(Stored data entries)
━━━━━━━━━━━━━━━━━━━━

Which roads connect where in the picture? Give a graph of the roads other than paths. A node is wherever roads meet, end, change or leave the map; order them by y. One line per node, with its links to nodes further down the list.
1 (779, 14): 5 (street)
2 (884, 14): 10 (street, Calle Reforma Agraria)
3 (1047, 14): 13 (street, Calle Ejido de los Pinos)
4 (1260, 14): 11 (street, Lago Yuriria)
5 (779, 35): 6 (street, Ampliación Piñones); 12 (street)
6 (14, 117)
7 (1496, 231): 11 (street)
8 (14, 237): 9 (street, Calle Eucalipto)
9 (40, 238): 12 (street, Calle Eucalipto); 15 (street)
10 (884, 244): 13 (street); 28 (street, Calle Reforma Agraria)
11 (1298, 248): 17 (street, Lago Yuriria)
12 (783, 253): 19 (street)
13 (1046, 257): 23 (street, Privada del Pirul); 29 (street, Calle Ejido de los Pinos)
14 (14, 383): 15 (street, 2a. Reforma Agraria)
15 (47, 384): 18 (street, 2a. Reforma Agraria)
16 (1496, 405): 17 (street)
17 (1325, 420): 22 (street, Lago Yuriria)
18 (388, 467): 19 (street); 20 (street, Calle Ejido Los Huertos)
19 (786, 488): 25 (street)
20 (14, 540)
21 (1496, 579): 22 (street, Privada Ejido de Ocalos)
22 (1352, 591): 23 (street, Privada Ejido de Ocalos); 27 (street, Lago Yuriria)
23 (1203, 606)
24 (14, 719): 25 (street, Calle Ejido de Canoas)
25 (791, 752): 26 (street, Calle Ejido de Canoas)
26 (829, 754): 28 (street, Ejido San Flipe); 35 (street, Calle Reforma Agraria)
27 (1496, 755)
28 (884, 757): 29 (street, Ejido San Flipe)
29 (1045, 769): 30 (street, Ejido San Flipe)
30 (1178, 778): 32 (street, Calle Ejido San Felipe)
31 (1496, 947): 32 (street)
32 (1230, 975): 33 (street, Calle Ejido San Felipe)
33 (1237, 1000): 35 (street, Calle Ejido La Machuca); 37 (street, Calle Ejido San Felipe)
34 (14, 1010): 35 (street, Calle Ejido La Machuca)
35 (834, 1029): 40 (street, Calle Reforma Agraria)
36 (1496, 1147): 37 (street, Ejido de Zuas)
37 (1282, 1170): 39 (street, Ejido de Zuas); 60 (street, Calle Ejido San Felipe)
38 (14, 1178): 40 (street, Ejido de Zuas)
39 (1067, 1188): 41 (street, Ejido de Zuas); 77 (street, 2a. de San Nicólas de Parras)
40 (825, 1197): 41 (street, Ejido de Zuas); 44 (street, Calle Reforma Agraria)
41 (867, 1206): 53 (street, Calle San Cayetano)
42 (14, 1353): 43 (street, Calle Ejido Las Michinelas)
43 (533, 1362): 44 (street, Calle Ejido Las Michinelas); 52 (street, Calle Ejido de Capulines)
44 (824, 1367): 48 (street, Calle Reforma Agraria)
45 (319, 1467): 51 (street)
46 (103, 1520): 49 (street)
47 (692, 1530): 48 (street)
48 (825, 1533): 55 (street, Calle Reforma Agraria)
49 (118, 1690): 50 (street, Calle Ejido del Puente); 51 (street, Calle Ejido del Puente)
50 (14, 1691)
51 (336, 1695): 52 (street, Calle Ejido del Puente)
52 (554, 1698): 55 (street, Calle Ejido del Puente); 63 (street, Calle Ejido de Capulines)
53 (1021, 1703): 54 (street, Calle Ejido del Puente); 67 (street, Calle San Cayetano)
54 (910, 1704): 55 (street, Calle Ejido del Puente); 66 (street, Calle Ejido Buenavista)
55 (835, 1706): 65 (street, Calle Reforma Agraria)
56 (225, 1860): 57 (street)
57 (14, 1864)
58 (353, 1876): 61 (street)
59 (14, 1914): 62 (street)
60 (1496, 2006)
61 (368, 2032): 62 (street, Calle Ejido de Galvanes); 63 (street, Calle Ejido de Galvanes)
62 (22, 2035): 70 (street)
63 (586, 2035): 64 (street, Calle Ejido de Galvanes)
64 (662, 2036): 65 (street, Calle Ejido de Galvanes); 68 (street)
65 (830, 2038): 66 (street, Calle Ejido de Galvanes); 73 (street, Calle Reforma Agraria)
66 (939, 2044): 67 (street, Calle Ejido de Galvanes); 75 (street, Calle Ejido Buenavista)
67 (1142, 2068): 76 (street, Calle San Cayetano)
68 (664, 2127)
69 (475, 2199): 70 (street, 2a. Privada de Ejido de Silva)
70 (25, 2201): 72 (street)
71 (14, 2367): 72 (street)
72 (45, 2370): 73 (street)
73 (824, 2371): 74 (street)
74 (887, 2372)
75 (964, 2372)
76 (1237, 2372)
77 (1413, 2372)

━━━━━━━━━━━━━━━━━━━━

§ **What to work on**
Check each line of the records for the word "Flipe", and show the lines that contain it.

§ **Exercise output**
26 (829, 754): 28 (street, Ejido San Flipe); 35 (street, Calle Reforma Agraria)
28 (884, 757): 29 (street, Ejido San Flipe)
29 (1045, 769): 30 (street, Ejido San Flipe)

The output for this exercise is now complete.